> _PROBLEM TO SOLVE_
Copy out the entire listing precisely.

> _AVAILABLE RECORDS_
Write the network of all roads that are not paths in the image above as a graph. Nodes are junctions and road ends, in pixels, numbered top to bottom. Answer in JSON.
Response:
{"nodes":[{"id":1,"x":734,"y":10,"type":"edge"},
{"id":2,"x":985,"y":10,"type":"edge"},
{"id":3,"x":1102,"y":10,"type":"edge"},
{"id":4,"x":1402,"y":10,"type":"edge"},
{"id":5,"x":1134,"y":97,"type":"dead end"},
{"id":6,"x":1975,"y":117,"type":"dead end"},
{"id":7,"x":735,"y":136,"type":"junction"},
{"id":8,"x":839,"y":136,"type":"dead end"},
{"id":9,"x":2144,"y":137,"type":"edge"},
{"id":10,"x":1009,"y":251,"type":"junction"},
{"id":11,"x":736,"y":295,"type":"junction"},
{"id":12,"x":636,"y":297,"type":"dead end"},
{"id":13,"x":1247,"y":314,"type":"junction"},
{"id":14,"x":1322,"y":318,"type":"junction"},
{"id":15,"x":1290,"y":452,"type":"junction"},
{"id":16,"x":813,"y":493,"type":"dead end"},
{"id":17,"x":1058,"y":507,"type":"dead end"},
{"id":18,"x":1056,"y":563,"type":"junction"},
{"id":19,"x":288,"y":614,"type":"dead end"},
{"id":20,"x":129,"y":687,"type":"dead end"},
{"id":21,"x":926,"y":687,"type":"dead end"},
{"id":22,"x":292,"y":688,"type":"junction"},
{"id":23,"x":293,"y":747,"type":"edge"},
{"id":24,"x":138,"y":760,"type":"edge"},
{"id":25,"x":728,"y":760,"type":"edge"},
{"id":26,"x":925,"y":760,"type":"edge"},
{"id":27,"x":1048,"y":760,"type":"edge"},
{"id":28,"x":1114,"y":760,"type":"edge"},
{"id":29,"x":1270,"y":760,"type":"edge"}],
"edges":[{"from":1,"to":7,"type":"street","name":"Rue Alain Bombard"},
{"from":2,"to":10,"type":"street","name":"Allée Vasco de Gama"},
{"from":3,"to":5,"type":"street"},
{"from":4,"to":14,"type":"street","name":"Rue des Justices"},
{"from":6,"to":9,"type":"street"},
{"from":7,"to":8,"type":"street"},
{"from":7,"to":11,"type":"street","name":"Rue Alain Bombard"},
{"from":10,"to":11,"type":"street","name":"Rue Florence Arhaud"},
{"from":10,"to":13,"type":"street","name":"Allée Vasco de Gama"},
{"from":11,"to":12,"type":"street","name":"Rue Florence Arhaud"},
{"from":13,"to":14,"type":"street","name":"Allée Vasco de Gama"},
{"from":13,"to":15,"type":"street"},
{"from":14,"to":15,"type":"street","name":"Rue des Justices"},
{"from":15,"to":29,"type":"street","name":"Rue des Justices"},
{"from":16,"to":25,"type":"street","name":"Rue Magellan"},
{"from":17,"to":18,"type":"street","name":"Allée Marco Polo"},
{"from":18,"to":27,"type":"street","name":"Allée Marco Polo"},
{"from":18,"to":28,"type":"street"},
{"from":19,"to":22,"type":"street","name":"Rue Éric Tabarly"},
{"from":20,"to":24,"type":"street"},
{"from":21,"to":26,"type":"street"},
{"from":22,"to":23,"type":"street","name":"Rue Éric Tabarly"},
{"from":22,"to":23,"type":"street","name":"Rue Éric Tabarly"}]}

> _WRITTEN RESPONSE_
Write the network of all roads that are not paths in the image above as a graph. Nodes are junctions and road ends, in pixels, numbered top to bottom. Answer in JSON.
Response:
{"nodes":[{"id":1,"x":734,"y":10,"type":"edge"},
{"id":2,"x":985,"y":10,"type":"edge"},
{"id":3,"x":1102,"y":10,"type":"edge"},
{"id":4,"x":1402,"y":10,"type":"edge"},
{"id":5,"x":1134,"y":97,"type":"dead end"},
{"id":6,"x":1975,"y":117,"type":"dead end"},
{"id":7,"x":735,"y":136,"type":"junction"},
{"id":8,"x":839,"y":136,"type":"dead end"},
{"id":9,"x":2144,"y":137,"type":"edge"},
{"id":10,"x":1009,"y":251,"type":"junction"},
{"id":11,"x":736,"y":295,"type":"junction"},
{"id":12,"x":636,"y":297,"type":"dead end"},
{"id":13,"x":1247,"y":314,"type":"junction"},
{"id":14,"x":1322,"y":318,"type":"junction"},
{"id":15,"x":1290,"y":452,"type":"junction"},
{"id":16,"x":813,"y":493,"type":"dead end"},
{"id":17,"x":1058,"y":507,"type":"dead end"},
{"id":18,"x":1056,"y":563,"type":"junction"},
{"id":19,"x":288,"y":614,"type":"dead end"},
{"id":20,"x":129,"y":687,"type":"dead end"},
{"id":21,"x":926,"y":687,"type":"dead end"},
{"id":22,"x":292,"y":688,"type":"junction"},
{"id":23,"x":293,"y":747,"type":"edge"},
{"id":24,"x":138,"y":760,"type":"edge"},
{"id":25,"x":728,"y":760,"type":"edge"},
{"id":26,"x":925,"y":760,"type":"edge"},
{"id":27,"x":1048,"y":760,"type":"edge"},
{"id":28,"x":1114,"y":760,"type":"edge"},
{"id":29,"x":1270,"y":760,"type":"edge"}],
"edges":[{"from":1,"to":7,"type":"street","name":"Rue Alain Bombard"},
{"from":2,"to":10,"type":"street","name":"Allée Vasco de Gama"},
{"from":3,"to":5,"type":"street"},
{"from":4,"to":14,"type":"street","name":"Rue des Justices"},
{"from":6,"to":9,"type":"street"},
{"from":7,"to":8,"type":"street"},
{"from":7,"to":11,"type":"street","name":"Rue Alain Bombard"},
{"from":10,"to":11,"type":"street","name":"Rue Florence Arhaud"},
{"from":10,"to":13,"type":"street","name":"Allée Vasco de Gama"},
{"from":11,"to":12,"type":"street","name":"Rue Florence Arhaud"},
{"from":13,"to":14,"type":"street","name":"Allée Vasco de Gama"},
{"from":13,"to":15,"type":"street"},
{"from":14,"to":15,"type":"street","name":"Rue des Justices"},
{"from":15,"to":29,"type":"street","name":"Rue des Justices"},
{"from":16,"to":25,"type":"street","name":"Rue Magellan"},
{"from":17,"to":18,"type":"street","name":"Allée Marco Polo"},
{"from":18,"to":27,"type":"street","name":"Allée Marco Polo"},
{"from":18,"to":28,"type":"street"},
{"from":19,"to":22,"type":"street","name":"Rue Éric Tabarly"},
{"from":20,"to":24,"type":"street"},
{"from":21,"to":26,"type":"street"},
{"from":22,"to":23,"type":"street","name":"Rue Éric Tabarly"},
{"from":22,"to":23,"type":"street","name":"Rue Éric Tabarly"}]}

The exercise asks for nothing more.